• **EXERCISE**
Of all the entries below, retype only the lines from the one with "ring dip: (191, 119)" through the one with "pinky tip: (399, 418)", exactly as they appear.

(Data excerpts)
○ ○ ○ ○
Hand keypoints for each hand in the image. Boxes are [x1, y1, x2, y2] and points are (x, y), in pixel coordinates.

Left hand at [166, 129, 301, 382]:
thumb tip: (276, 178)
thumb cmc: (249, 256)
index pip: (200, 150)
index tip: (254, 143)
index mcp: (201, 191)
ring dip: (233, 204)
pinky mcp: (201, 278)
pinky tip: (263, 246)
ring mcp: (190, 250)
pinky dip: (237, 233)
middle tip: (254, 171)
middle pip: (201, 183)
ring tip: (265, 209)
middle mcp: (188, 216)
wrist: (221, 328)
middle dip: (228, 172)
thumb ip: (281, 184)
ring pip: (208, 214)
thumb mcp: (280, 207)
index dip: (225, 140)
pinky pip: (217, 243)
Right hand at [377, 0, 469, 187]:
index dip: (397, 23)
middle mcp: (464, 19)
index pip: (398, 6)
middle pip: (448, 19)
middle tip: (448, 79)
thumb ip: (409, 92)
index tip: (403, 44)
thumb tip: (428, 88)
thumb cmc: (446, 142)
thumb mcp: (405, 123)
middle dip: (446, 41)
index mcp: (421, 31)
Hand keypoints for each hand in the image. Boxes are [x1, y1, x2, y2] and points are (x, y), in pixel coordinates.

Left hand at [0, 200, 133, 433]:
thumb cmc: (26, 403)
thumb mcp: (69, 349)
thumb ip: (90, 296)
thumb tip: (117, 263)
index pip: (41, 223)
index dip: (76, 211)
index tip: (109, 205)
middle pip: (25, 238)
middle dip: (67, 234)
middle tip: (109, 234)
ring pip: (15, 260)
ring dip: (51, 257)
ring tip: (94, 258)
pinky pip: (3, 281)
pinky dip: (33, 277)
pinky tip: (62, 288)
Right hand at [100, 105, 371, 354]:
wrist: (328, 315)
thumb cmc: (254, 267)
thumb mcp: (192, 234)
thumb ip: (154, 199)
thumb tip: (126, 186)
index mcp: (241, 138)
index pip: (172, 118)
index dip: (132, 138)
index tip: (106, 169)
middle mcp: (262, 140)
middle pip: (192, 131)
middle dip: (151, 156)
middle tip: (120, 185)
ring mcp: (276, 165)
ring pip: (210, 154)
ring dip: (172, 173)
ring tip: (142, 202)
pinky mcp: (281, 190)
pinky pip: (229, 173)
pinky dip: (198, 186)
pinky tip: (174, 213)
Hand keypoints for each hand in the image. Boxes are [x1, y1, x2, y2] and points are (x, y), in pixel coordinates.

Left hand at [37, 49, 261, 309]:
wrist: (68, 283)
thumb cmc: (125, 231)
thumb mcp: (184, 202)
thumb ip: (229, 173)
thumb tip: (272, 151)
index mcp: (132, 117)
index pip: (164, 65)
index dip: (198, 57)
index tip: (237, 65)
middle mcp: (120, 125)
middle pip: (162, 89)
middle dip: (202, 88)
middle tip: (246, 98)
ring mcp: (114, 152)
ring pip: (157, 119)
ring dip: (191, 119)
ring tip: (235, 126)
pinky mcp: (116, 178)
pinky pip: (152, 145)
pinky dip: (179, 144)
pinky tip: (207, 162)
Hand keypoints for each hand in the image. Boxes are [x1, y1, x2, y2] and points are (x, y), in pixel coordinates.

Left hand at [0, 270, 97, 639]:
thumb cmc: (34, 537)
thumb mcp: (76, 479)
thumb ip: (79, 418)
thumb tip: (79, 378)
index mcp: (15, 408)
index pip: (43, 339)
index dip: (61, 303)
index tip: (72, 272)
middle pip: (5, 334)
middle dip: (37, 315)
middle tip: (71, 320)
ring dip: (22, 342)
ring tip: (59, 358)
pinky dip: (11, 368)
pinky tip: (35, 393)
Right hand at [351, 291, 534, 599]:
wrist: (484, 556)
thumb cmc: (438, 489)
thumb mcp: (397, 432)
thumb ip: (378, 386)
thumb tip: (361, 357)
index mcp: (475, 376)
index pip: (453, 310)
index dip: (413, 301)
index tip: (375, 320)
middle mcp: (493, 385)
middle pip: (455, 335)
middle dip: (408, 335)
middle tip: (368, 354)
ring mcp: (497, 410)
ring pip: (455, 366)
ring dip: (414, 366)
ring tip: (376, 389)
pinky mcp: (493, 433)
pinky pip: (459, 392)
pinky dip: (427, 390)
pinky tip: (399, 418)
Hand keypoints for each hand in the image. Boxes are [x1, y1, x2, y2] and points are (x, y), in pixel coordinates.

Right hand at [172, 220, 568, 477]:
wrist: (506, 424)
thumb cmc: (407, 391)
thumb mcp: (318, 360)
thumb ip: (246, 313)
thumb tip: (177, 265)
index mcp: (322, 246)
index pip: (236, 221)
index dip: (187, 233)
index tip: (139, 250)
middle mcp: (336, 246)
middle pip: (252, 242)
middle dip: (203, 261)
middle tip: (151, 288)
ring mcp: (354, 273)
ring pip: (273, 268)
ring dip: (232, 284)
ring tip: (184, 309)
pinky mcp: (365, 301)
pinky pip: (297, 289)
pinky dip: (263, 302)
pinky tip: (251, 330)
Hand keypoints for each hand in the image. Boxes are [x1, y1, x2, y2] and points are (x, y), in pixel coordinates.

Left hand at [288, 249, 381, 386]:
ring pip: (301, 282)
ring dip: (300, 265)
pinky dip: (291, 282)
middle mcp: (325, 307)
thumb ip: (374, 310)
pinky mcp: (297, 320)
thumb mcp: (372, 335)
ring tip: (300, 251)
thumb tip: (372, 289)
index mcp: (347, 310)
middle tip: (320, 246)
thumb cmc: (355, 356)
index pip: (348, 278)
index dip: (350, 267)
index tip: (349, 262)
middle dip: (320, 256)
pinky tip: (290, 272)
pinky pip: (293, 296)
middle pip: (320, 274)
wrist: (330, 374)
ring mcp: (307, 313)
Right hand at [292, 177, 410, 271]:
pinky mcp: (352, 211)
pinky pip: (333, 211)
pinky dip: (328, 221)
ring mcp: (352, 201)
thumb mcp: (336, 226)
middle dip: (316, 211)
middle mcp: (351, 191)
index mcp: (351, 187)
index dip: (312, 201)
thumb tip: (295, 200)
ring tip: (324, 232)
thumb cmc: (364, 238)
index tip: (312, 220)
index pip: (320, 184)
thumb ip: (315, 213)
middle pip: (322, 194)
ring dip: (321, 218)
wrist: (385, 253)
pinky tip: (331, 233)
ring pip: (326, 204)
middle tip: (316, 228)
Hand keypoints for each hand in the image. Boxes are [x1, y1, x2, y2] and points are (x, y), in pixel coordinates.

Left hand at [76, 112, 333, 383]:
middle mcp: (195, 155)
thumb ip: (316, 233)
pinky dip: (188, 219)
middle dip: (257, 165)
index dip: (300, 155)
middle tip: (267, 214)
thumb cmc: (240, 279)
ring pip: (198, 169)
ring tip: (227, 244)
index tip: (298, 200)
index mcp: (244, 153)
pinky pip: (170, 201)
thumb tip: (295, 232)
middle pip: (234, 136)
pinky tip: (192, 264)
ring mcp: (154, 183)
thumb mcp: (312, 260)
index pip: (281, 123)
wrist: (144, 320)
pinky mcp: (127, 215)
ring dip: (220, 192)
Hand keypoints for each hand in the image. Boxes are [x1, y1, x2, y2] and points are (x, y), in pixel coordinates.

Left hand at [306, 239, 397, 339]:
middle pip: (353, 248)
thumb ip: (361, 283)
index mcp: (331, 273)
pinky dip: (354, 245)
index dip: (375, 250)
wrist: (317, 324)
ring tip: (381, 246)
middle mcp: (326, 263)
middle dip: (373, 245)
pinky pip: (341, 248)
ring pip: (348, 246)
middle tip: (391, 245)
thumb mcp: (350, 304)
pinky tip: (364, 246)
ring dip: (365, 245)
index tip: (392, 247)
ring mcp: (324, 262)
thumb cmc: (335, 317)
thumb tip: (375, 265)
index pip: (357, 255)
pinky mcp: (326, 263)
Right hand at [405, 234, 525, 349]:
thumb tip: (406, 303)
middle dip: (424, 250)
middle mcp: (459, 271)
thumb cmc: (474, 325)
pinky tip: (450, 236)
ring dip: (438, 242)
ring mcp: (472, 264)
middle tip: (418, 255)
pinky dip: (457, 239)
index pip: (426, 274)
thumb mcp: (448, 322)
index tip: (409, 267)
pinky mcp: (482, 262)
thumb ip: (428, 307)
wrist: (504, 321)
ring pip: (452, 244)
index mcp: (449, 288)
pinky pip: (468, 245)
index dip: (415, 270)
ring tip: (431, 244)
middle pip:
○ ○ ○ ○
• **RESULT FOR THIS EXERCISE**
ring dip: (191, 119)
ring tip: (235, 126)
pinky mcp: (116, 178)
pinky pip: (152, 145)
pinky dip: (179, 144)
pinky tip: (207, 162)
Hand keypoints for each hand in the image. Boxes are [x1, y1, x2, y2] and points are (x, y), in pixel coordinates.

Left hand at [0, 270, 97, 639]:
thumb cmc: (34, 537)
thumb mcp: (76, 479)
thumb ip: (79, 418)
thumb tip: (79, 378)
index mcp: (15, 408)
index pip: (43, 339)
index dip: (61, 303)
index tip: (72, 272)
middle pip: (5, 334)
middle dip: (37, 315)
middle tip: (71, 320)
ring dip: (22, 342)
ring tip: (59, 358)
pinky dip: (11, 368)
pinky tip: (35, 393)
Right hand at [351, 291, 534, 599]:
wrist: (484, 556)
thumb cmc: (438, 489)
thumb mcp: (397, 432)
thumb ip: (378, 386)
thumb tip: (361, 357)
index mcp: (475, 376)
index pip: (453, 310)
index dip: (413, 301)
index tip: (375, 320)
middle mcp: (493, 385)
middle pip: (455, 335)
middle dip: (408, 335)
middle tip: (368, 354)
ring mcp: (497, 410)
ring pip: (455, 366)
ring dip: (414, 366)
ring tip: (376, 389)
pinky mcp: (493, 433)
pinky pip: (459, 392)
pinky dip: (427, 390)
pinky tip: (399, 418)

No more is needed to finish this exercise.